Sunday, December 2, 2007

The Circle Line


While I was on the prelinger archive site retrieving the third avenue el movie, I found a few other 1950 gems that touched upon life in KV. In this film there's just a very short glimpse of Knickerbocker Village (at 5:10). Here's a summary of the film:
This promotional film for New York's Circle Line cruise service was produced in 1955 [note the marquee for Anne Baxter's movie "Bedevilled" at :49 and the billboard for "Long John Silver" being erected on the movie theater at :55]. The production company behind this, "Paul Alley Productions", was headed by a former pioneer announcer for NBC-TV a decade before! "Douglas" Downs, the cameraman, also photographed Jackie Gleason's filmed "HONEYMOONERS" series in late '55.

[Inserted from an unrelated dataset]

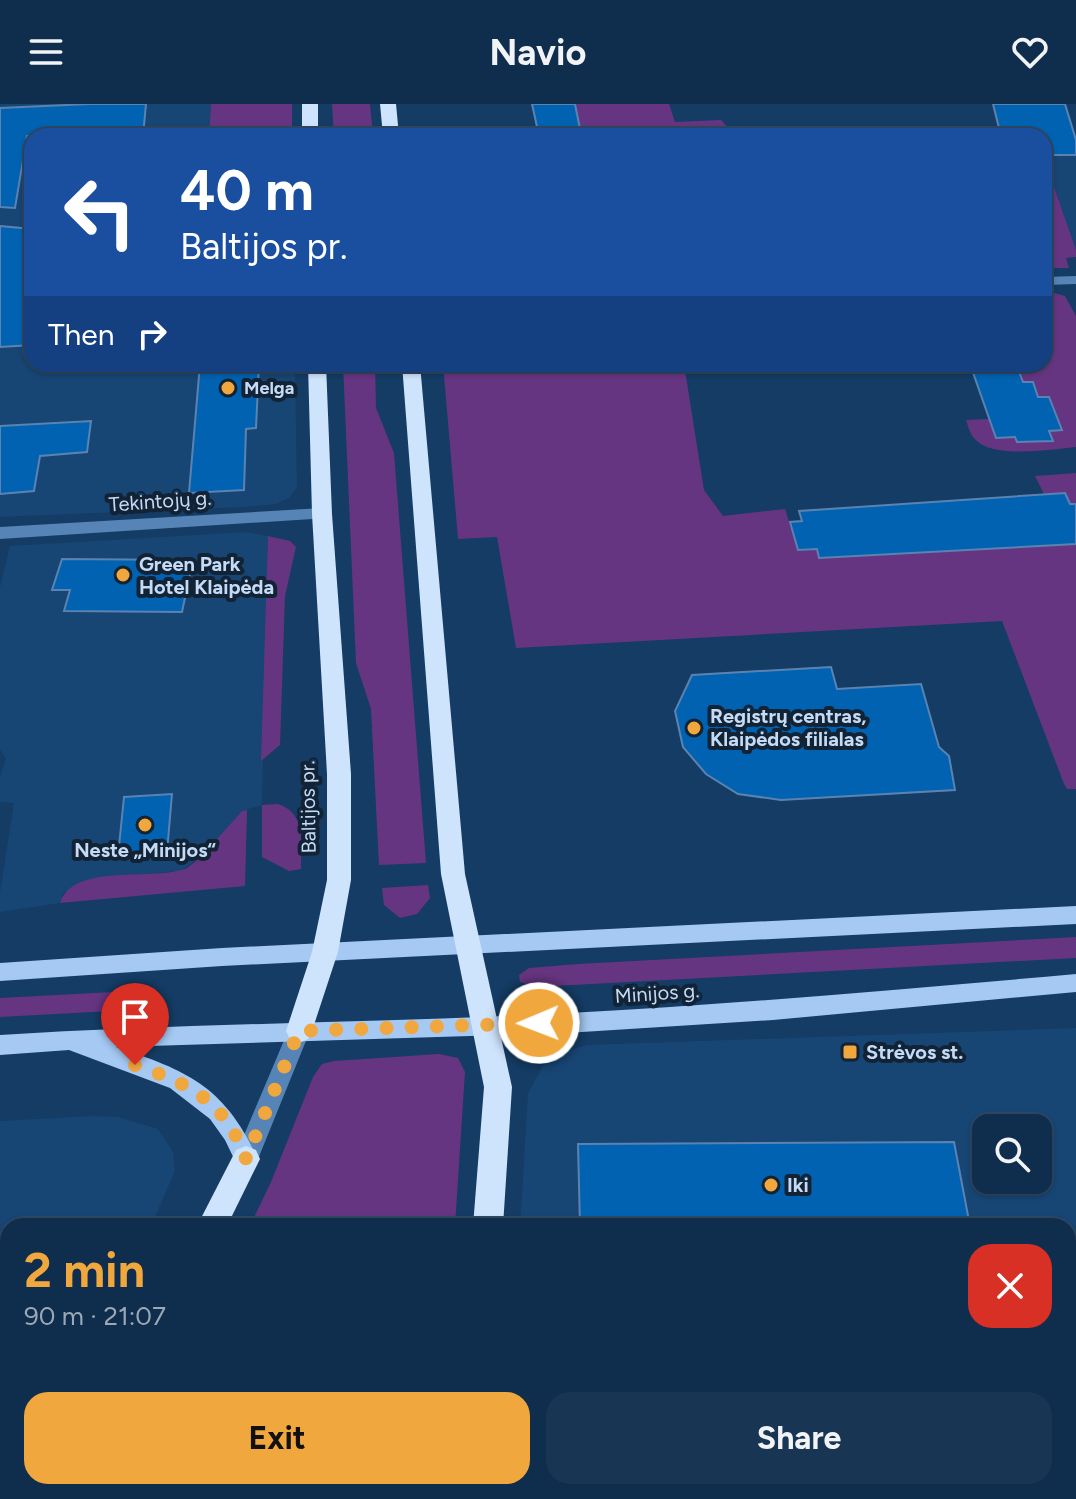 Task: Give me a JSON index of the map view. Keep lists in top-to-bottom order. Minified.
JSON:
{"streets":{"highway":["Baltijos pr."],"main road":["Minijos g."],"street":["Tekintojų g."]},"crossings":[["Tekintojų g.","Baltijos pr."],["Baltijos pr.","Minijos g."]],"places":{"other":["Melga","Green Park Hotel Klaipėda","Registrų centras, Klaipėdos filialas","Neste „Minijos“","Iki"],"transit":["Strėvos st."]},"page":{"header":"Navio","turn":["40 m","Baltijos pr."],"then":"Then","heading":["2 min","90 m · 21:07"],"buttons":["Exit","Share"]}} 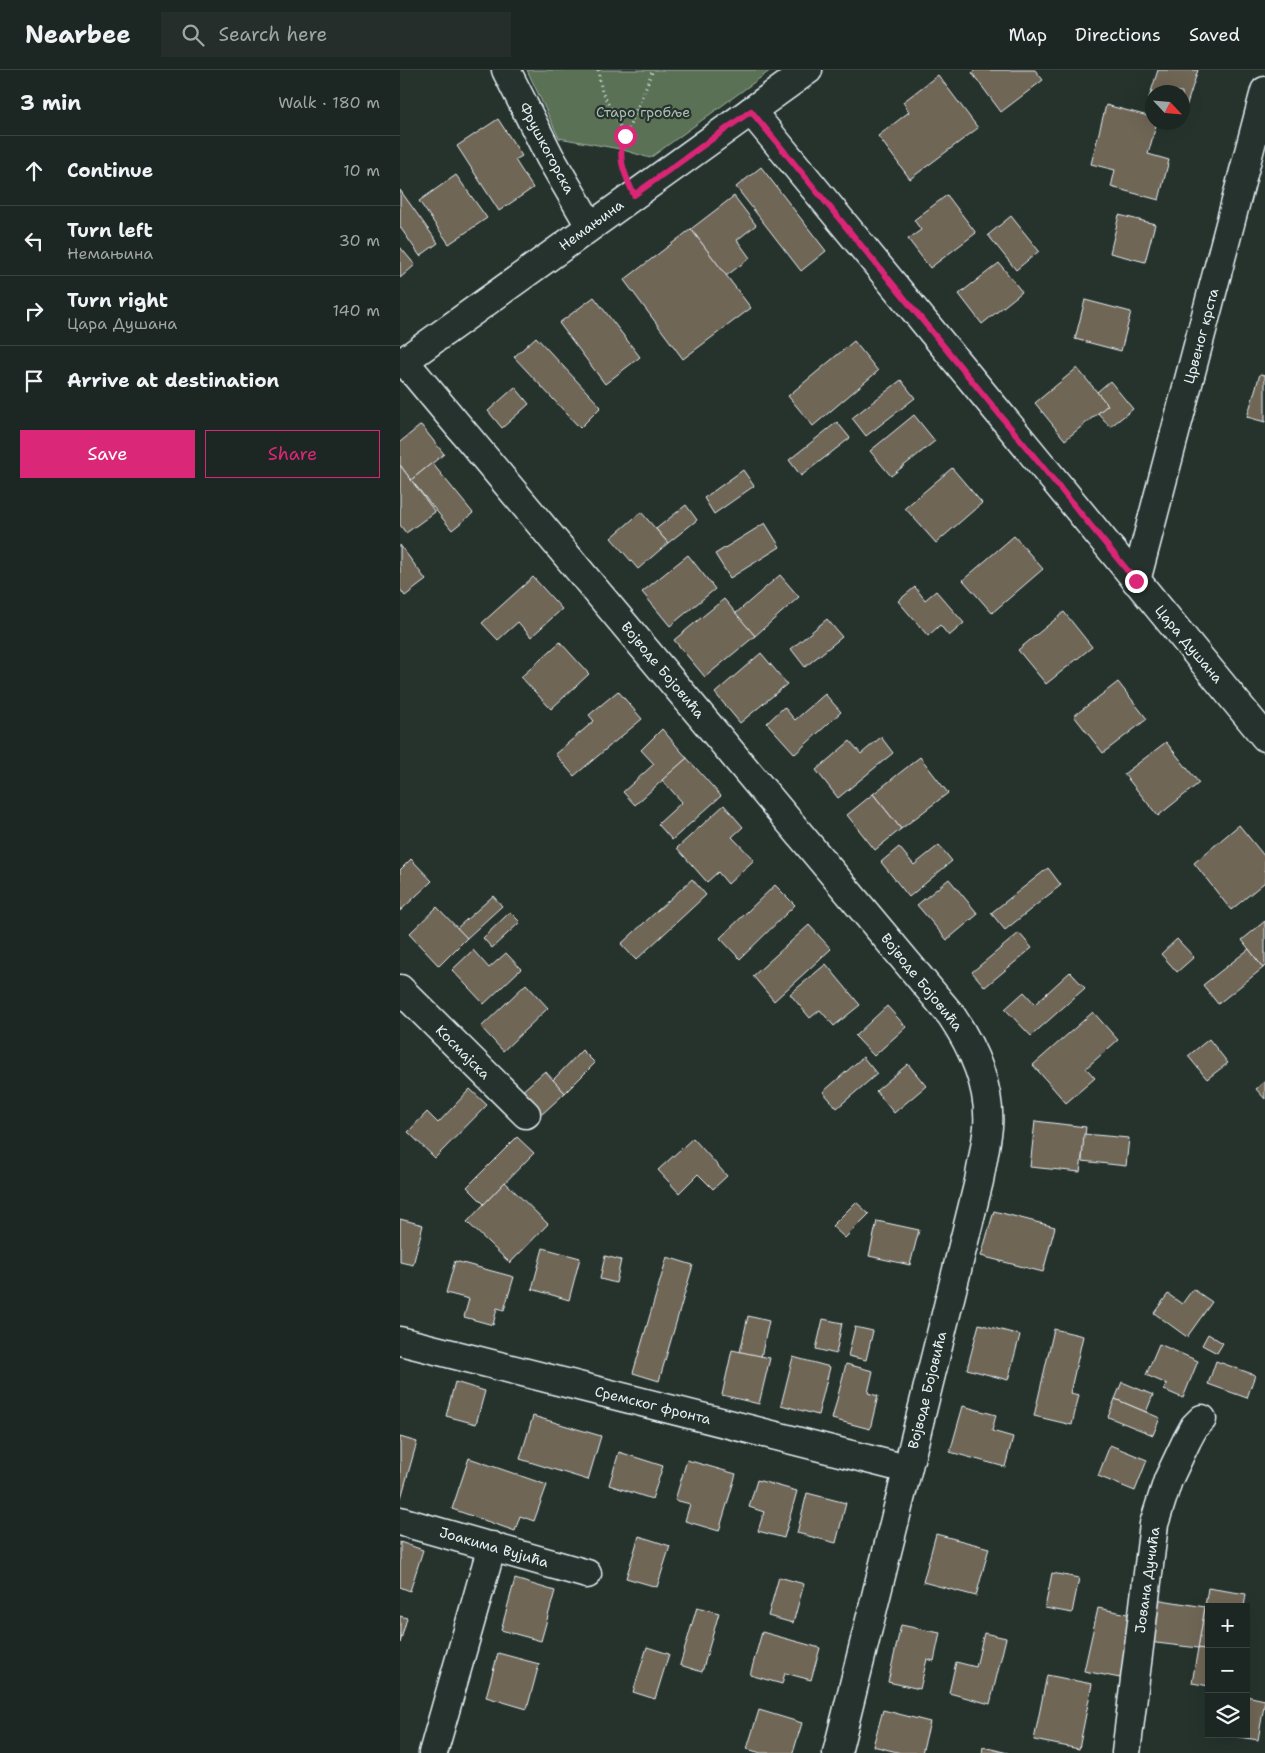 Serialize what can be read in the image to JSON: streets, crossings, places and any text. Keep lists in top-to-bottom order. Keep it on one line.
{"streets":{"street":["Фрушкогорска","Немањина","Црвеног крста","Цара Душана","Војводе Бојовића","Космајска","Сремског фронта","Јоакима Вујића","Јована Дучића"]},"crossings":[["Фрушкогорска","Немањина"],["Немањина","Цара Душана"],["Немањина","Војводе Бојовића"],["Црвеног крста","Цара Душана"],["Војводе Бојовића","Сремског фронта"]],"parks":["Старо гробље"],"north":"bottom right","page":{"header":"Nearbee","search":"Search here","nav":["Map","Directions","Saved"],"heading":["3 min","Walk · 180 m"],"list":[["Continue","10 m"],["Turn left","Немањина","30 m"],["Turn right","Цара Душана","140 m"],"Arrive at destination"],"buttons":["Save","Share"],"map_buttons":["+","−"]}}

The Waterfront of New York is highlighted in Philip Lopate's excellent book, "Waterfront: A Walk Around Manhattan" which has a chapter on Knickerbocker Village
Here's a summary of that book:
Unlike other great cities, as eminent essayist and New York devotee Lopate observes, "Manhattan is almost pathologically averse to letting you wander to the river's edge and get close enough to touch the water." In this loose circumnavigation, first up the West Side from the Battery to Washington Heights and then up the East Side from South Street Seaport to Highbridge Park, he takes the reader up close on an information-packed journey—dipping, as the particular location suggests, into memoir, history, current events, marine biology, city planning, literature, architecture, interviews, biography, films, ecology and more. Anyone who relishes the company of Whitman, Melville, both Cranes, even Sara Teasdale, among many other celebrants of the New York waterfront, will particularly enjoy the vicarious sojourn. The trek includes Chelsea Piers and the U.N., Gracie Mansion and the Brooklyn Bridge, Captain Kidd and the Gulf filling station on East 23rd Street. "Sewage and salsa," Lopate invokes in describing Riverbank State Park, and that mix of the problematic and the delightful pervades his account, "saturated with history," of the waterfront's metamorphosis from "a working port, to an abandoned, seedy no-man's-land, to a highly desirable zone of parks plus upscale retail/residential." This is a demanding book—formidable in some of its detail, complex in its broad approach. Tourists will find it enriching but only borderline useful. Its ideal reader, a New Yorker who cares as deeply as Lopate does about the waterfront as "the key to New York's destiny," will find it compelling as well as entertaining.

The Lopate piece on Knickerbocker can be found on Mr. Beller's Neighborhood (no relation)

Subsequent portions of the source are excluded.